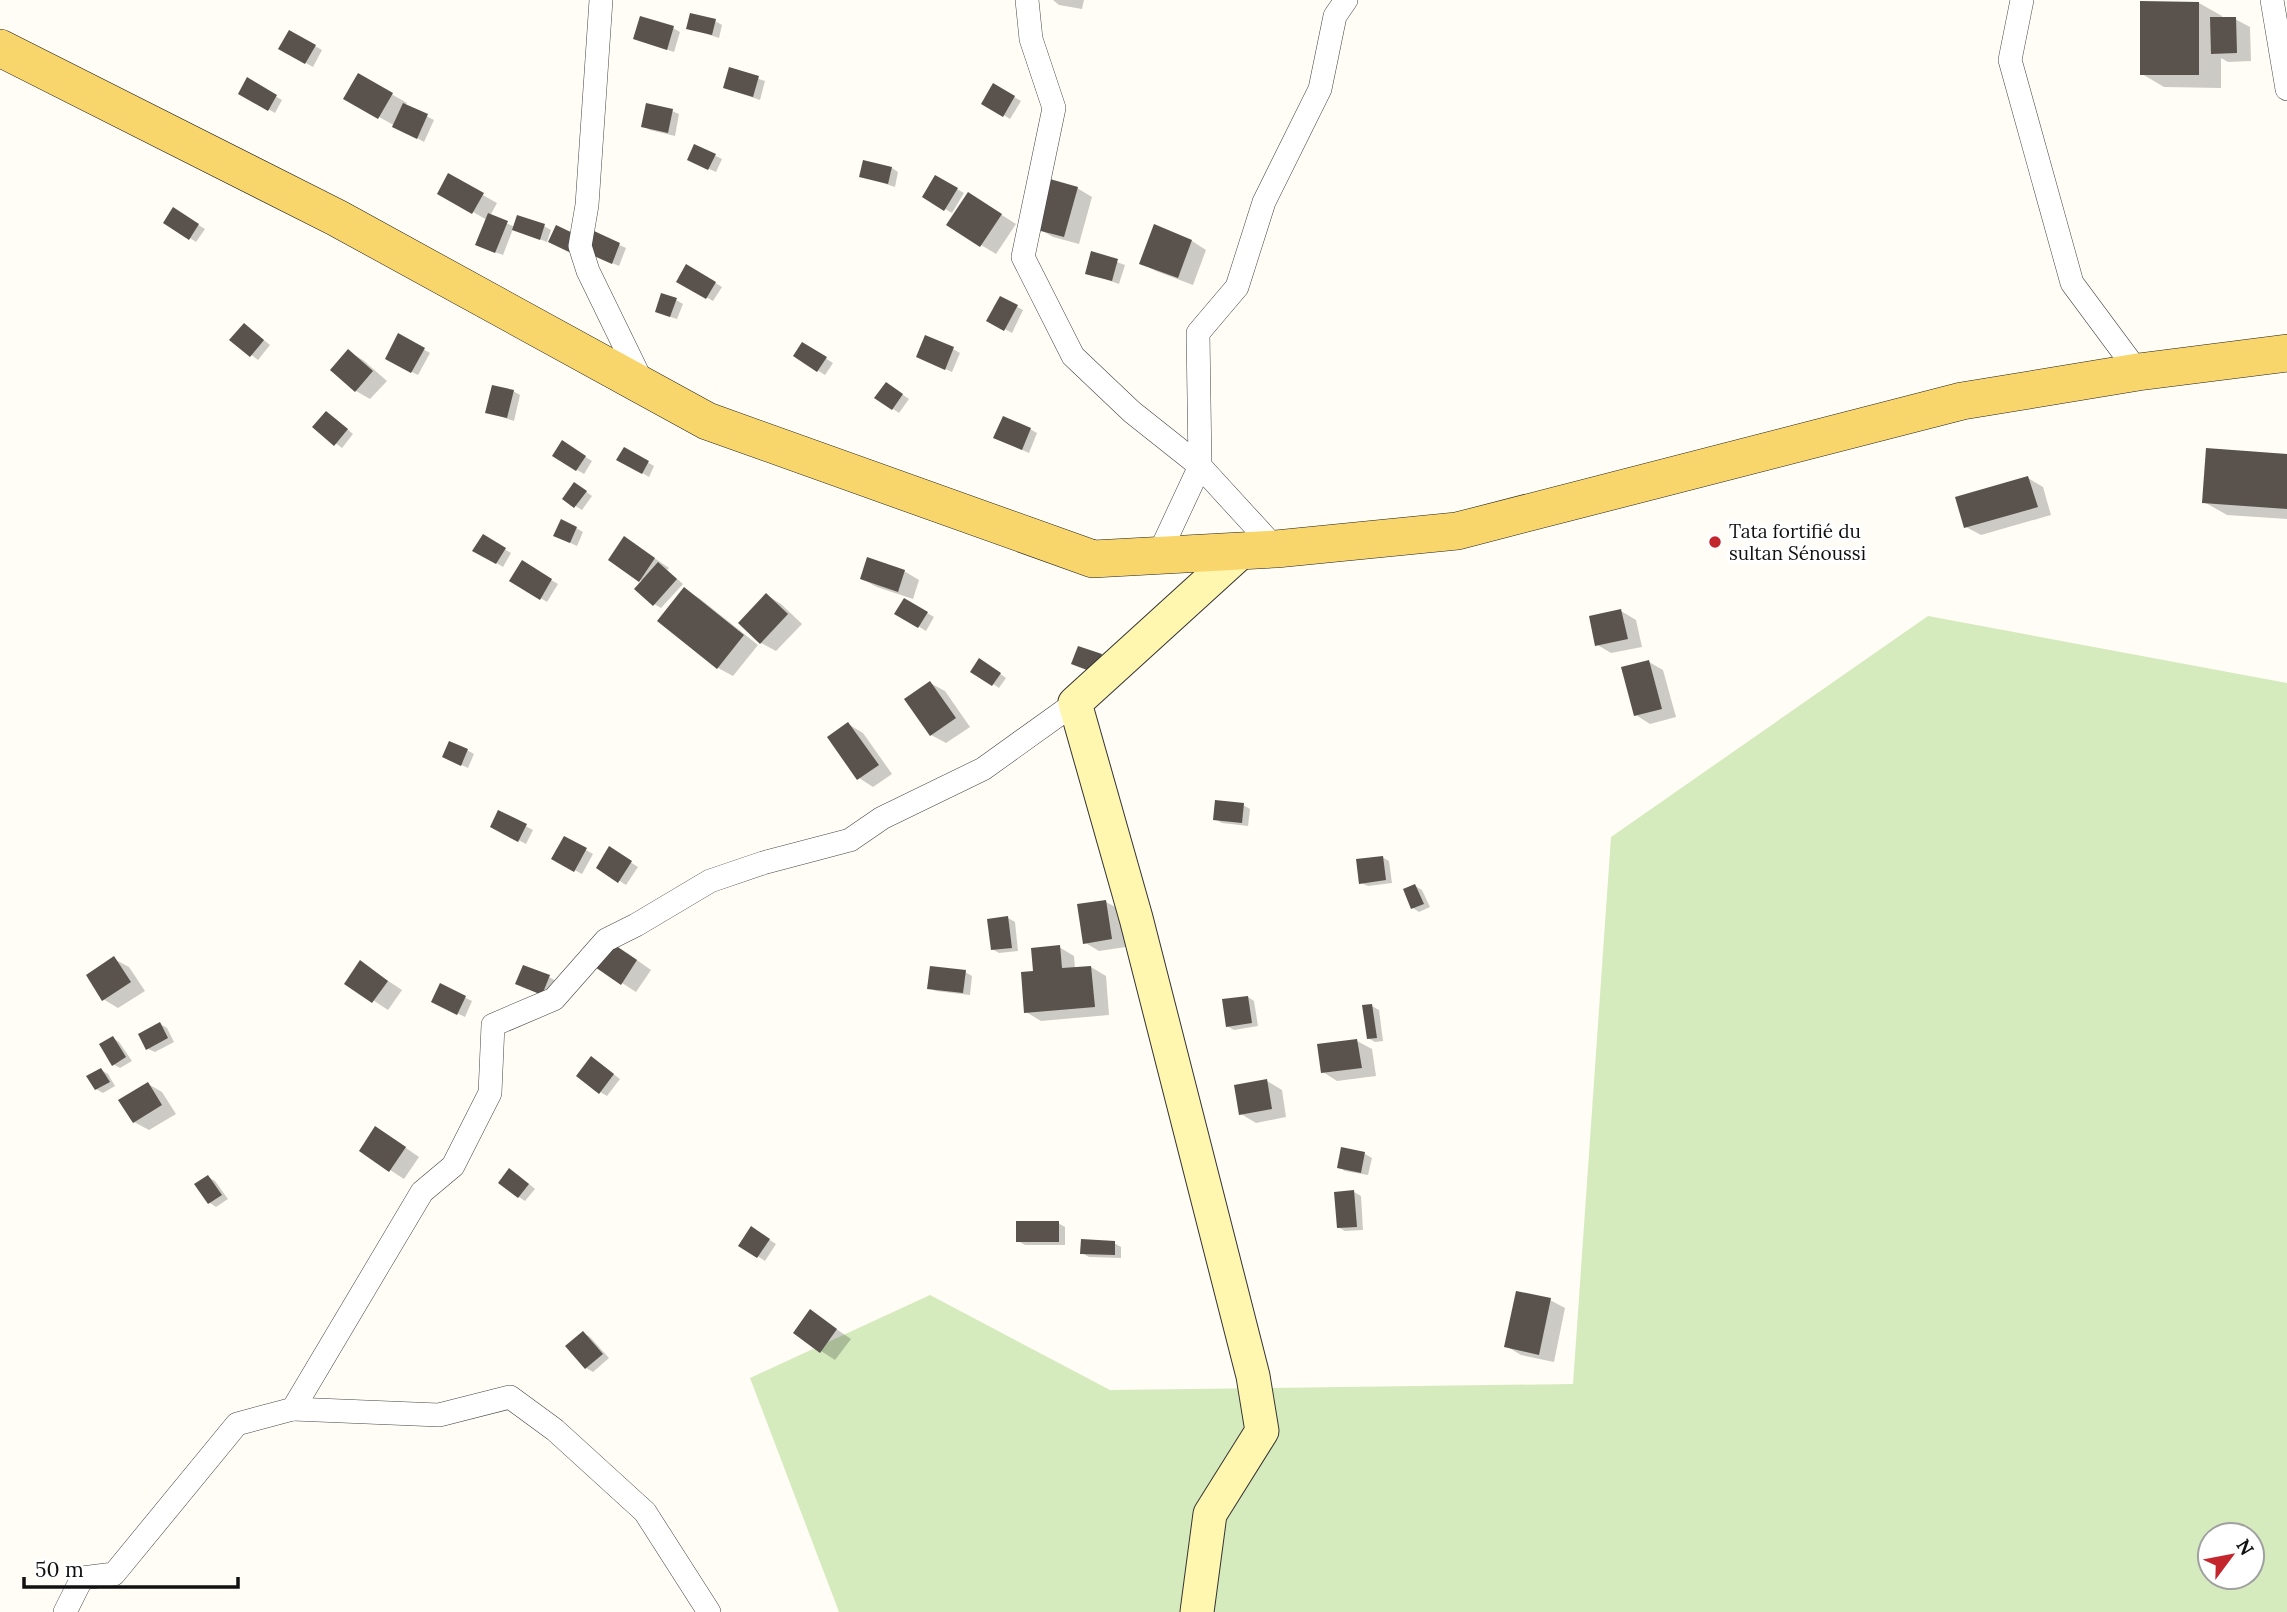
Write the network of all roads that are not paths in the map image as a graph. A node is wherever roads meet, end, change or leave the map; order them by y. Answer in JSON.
{"nodes":[{"id":1,"x":601,"y":0,"type":"edge"},
{"id":2,"x":1027,"y":0,"type":"edge"},
{"id":3,"x":1346,"y":0,"type":"edge"},
{"id":4,"x":2022,"y":0,"type":"edge"},
{"id":5,"x":2272,"y":0,"type":"edge"},
{"id":6,"x":0,"y":48,"type":"edge"},
{"id":7,"x":2287,"y":89,"type":"edge"},
{"id":8,"x":2287,"y":353,"type":"edge"},
{"id":9,"x":2138,"y":372,"type":"junction"},
{"id":10,"x":644,"y":386,"type":"junction"},
{"id":11,"x":1200,"y":466,"type":"junction"},
{"id":12,"x":1259,"y":550,"type":"junction"},
{"id":13,"x":1158,"y":555,"type":"junction"},
{"id":14,"x":1075,"y":704,"type":"junction"},
{"id":15,"x":293,"y":1409,"type":"junction"},
{"id":16,"x":65,"y":1612,"type":"edge"},
{"id":17,"x":709,"y":1612,"type":"edge"},
{"id":18,"x":1197,"y":1612,"type":"edge"}],
"edges":[{"from":1,"to":10,"type":"street"},
{"from":2,"to":11,"type":"street"},
{"from":3,"to":11,"type":"street"},
{"from":4,"to":9,"type":"street"},
{"from":5,"to":7,"type":"street"},
{"from":6,"to":10,"type":"main road"},
{"from":8,"to":9,"type":"main road"},
{"from":9,"to":12,"type":"main road"},
{"from":10,"to":13,"type":"main road"},
{"from":11,"to":12,"type":"street"},
{"from":11,"to":13,"type":"street"},
{"from":12,"to":13,"type":"main road"},
{"from":12,"to":14,"type":"street"},
{"from":14,"to":15,"type":"street"},
{"from":14,"to":18,"type":"street"},
{"from":15,"to":16,"type":"street"},
{"from":15,"to":17,"type":"street"}]}
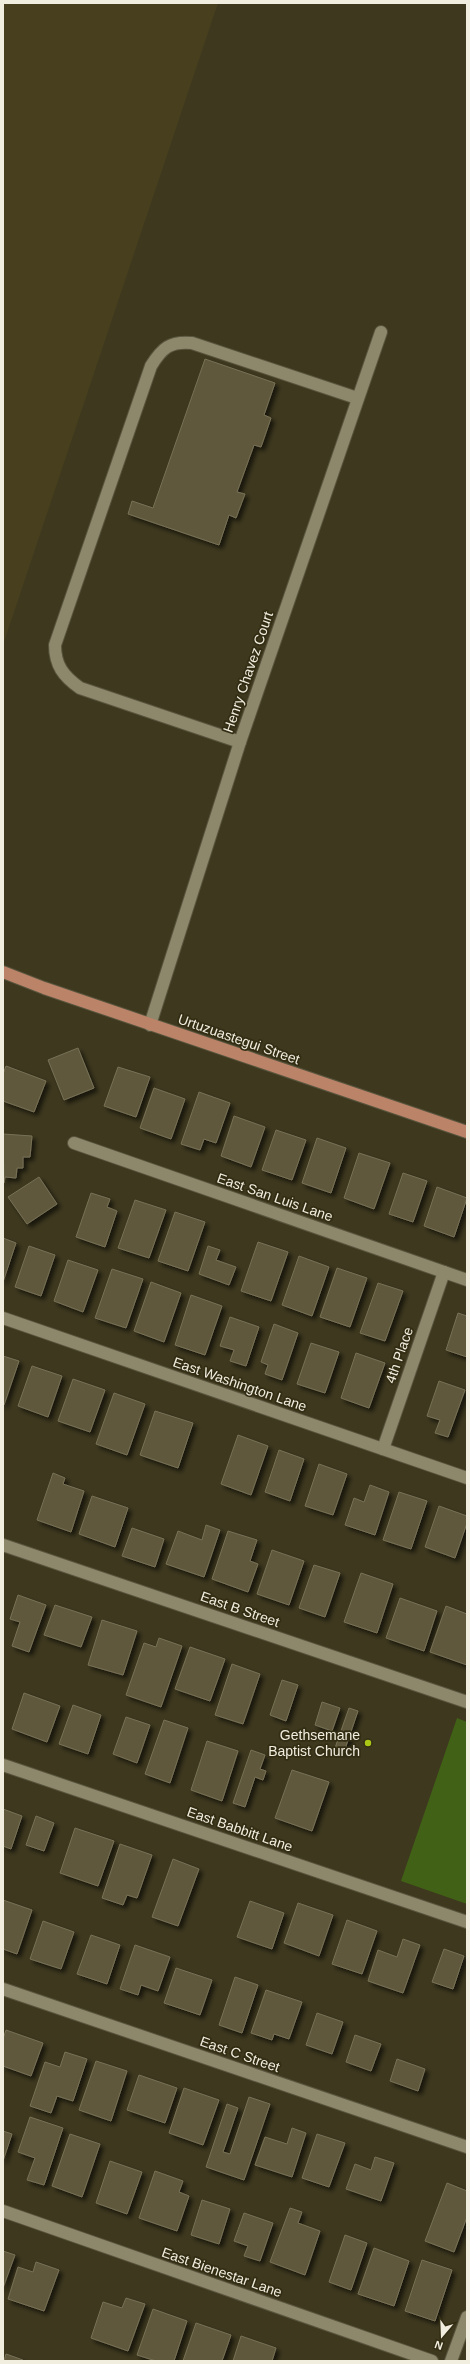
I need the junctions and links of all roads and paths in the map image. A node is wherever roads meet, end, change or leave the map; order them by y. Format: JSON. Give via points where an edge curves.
{"nodes":[{"id":1,"x":381,"y":332,"type":"dead end"},
{"id":2,"x":357,"y":398,"type":"junction"},
{"id":3,"x":240,"y":742,"type":"junction"},
{"id":4,"x":3,"y":972,"type":"edge"},
{"id":5,"x":150,"y":1025,"type":"junction"},
{"id":6,"x":467,"y":1132,"type":"edge"},
{"id":7,"x":74,"y":1143,"type":"dead end"},
{"id":8,"x":444,"y":1272,"type":"junction"},
{"id":9,"x":467,"y":1280,"type":"edge"},
{"id":10,"x":3,"y":1318,"type":"edge"},
{"id":11,"x":383,"y":1449,"type":"junction"},
{"id":12,"x":467,"y":1478,"type":"edge"},
{"id":13,"x":3,"y":1545,"type":"edge"},
{"id":14,"x":467,"y":1702,"type":"edge"},
{"id":15,"x":3,"y":1765,"type":"edge"},
{"id":16,"x":467,"y":1922,"type":"edge"},
{"id":17,"x":3,"y":1989,"type":"edge"},
{"id":18,"x":467,"y":2147,"type":"edge"},
{"id":19,"x":3,"y":2211,"type":"edge"},
{"id":20,"x":467,"y":2316,"type":"edge"},
{"id":21,"x":432,"y":2361,"type":"edge"},
{"id":22,"x":451,"y":2361,"type":"edge"}],
"edges":[{"from":1,"to":2,"type":"street","name":"Henry Chavez Court"},
{"from":2,"to":3,"type":"street","name":"Henry Chavez Court"},
{"from":2,"to":3,"type":"street","via":[[192,343],[178,342],[158,354],[151,366],[55,644],[58,666],[66,678],[80,688]]},
{"from":3,"to":5,"type":"street","name":"Henry Chavez Court"},
{"from":4,"to":5,"type":"main road","name":"Urtuzuastegui Street"},
{"from":5,"to":6,"type":"main road","name":"Urtuzuastegui Street"},
{"from":7,"to":8,"type":"street","name":"East San Luis Lane"},
{"from":8,"to":9,"type":"street","name":"East San Luis Lane"},
{"from":8,"to":11,"type":"street","name":"4th Place"},
{"from":10,"to":11,"type":"street","name":"East Washington Lane"},
{"from":11,"to":12,"type":"street","name":"East Washington Lane"},
{"from":13,"to":14,"type":"street","name":"East B Street"},
{"from":15,"to":16,"type":"street","name":"East Babbitt Lane"},
{"from":17,"to":18,"type":"street","name":"East C Street"},
{"from":19,"to":21,"type":"street","name":"East Bienestar Lane"},
{"from":20,"to":22,"type":"street"}]}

§ Task instructions: In the copy, no pictures should appear; the records themselves must be repeated exactly.

§ Output for this task:
Write the network of all roads that are not paths in the map image as a graph. A node is wherever roads meet, end, change or leave the map; order them by y. Answer in JSON.
{"nodes":[{"id":1,"x":601,"y":0,"type":"edge"},
{"id":2,"x":1027,"y":0,"type":"edge"},
{"id":3,"x":1346,"y":0,"type":"edge"},
{"id":4,"x":2022,"y":0,"type":"edge"},
{"id":5,"x":2272,"y":0,"type":"edge"},
{"id":6,"x":0,"y":48,"type":"edge"},
{"id":7,"x":2287,"y":89,"type":"edge"},
{"id":8,"x":2287,"y":353,"type":"edge"},
{"id":9,"x":2138,"y":372,"type":"junction"},
{"id":10,"x":644,"y":386,"type":"junction"},
{"id":11,"x":1200,"y":466,"type":"junction"},
{"id":12,"x":1259,"y":550,"type":"junction"},
{"id":13,"x":1158,"y":555,"type":"junction"},
{"id":14,"x":1075,"y":704,"type":"junction"},
{"id":15,"x":293,"y":1409,"type":"junction"},
{"id":16,"x":65,"y":1612,"type":"edge"},
{"id":17,"x":709,"y":1612,"type":"edge"},
{"id":18,"x":1197,"y":1612,"type":"edge"}],
"edges":[{"from":1,"to":10,"type":"street"},
{"from":2,"to":11,"type":"street"},
{"from":3,"to":11,"type":"street"},
{"from":4,"to":9,"type":"street"},
{"from":5,"to":7,"type":"street"},
{"from":6,"to":10,"type":"main road"},
{"from":8,"to":9,"type":"main road"},
{"from":9,"to":12,"type":"main road"},
{"from":10,"to":13,"type":"main road"},
{"from":11,"to":12,"type":"street"},
{"from":11,"to":13,"type":"street"},
{"from":12,"to":13,"type":"main road"},
{"from":12,"to":14,"type":"street"},
{"from":14,"to":15,"type":"street"},
{"from":14,"to":18,"type":"street"},
{"from":15,"to":16,"type":"street"},
{"from":15,"to":17,"type":"street"}]}
I need the junctions and links of all roads and paths in the map image. A node is wherever roads meet, end, change or leave the map; order them by y. Format: JSON. Give via points where an edge curves.
{"nodes":[{"id":1,"x":381,"y":332,"type":"dead end"},
{"id":2,"x":357,"y":398,"type":"junction"},
{"id":3,"x":240,"y":742,"type":"junction"},
{"id":4,"x":3,"y":972,"type":"edge"},
{"id":5,"x":150,"y":1025,"type":"junction"},
{"id":6,"x":467,"y":1132,"type":"edge"},
{"id":7,"x":74,"y":1143,"type":"dead end"},
{"id":8,"x":444,"y":1272,"type":"junction"},
{"id":9,"x":467,"y":1280,"type":"edge"},
{"id":10,"x":3,"y":1318,"type":"edge"},
{"id":11,"x":383,"y":1449,"type":"junction"},
{"id":12,"x":467,"y":1478,"type":"edge"},
{"id":13,"x":3,"y":1545,"type":"edge"},
{"id":14,"x":467,"y":1702,"type":"edge"},
{"id":15,"x":3,"y":1765,"type":"edge"},
{"id":16,"x":467,"y":1922,"type":"edge"},
{"id":17,"x":3,"y":1989,"type":"edge"},
{"id":18,"x":467,"y":2147,"type":"edge"},
{"id":19,"x":3,"y":2211,"type":"edge"},
{"id":20,"x":467,"y":2316,"type":"edge"},
{"id":21,"x":432,"y":2361,"type":"edge"},
{"id":22,"x":451,"y":2361,"type":"edge"}],
"edges":[{"from":1,"to":2,"type":"street","name":"Henry Chavez Court"},
{"from":2,"to":3,"type":"street","name":"Henry Chavez Court"},
{"from":2,"to":3,"type":"street","via":[[192,343],[178,342],[158,354],[151,366],[55,644],[58,666],[66,678],[80,688]]},
{"from":3,"to":5,"type":"street","name":"Henry Chavez Court"},
{"from":4,"to":5,"type":"main road","name":"Urtuzuastegui Street"},
{"from":5,"to":6,"type":"main road","name":"Urtuzuastegui Street"},
{"from":7,"to":8,"type":"street","name":"East San Luis Lane"},
{"from":8,"to":9,"type":"street","name":"East San Luis Lane"},
{"from":8,"to":11,"type":"street","name":"4th Place"},
{"from":10,"to":11,"type":"street","name":"East Washington Lane"},
{"from":11,"to":12,"type":"street","name":"East Washington Lane"},
{"from":13,"to":14,"type":"street","name":"East B Street"},
{"from":15,"to":16,"type":"street","name":"East Babbitt Lane"},
{"from":17,"to":18,"type":"street","name":"East C Street"},
{"from":19,"to":21,"type":"street","name":"East Bienestar Lane"},
{"from":20,"to":22,"type":"street"}]}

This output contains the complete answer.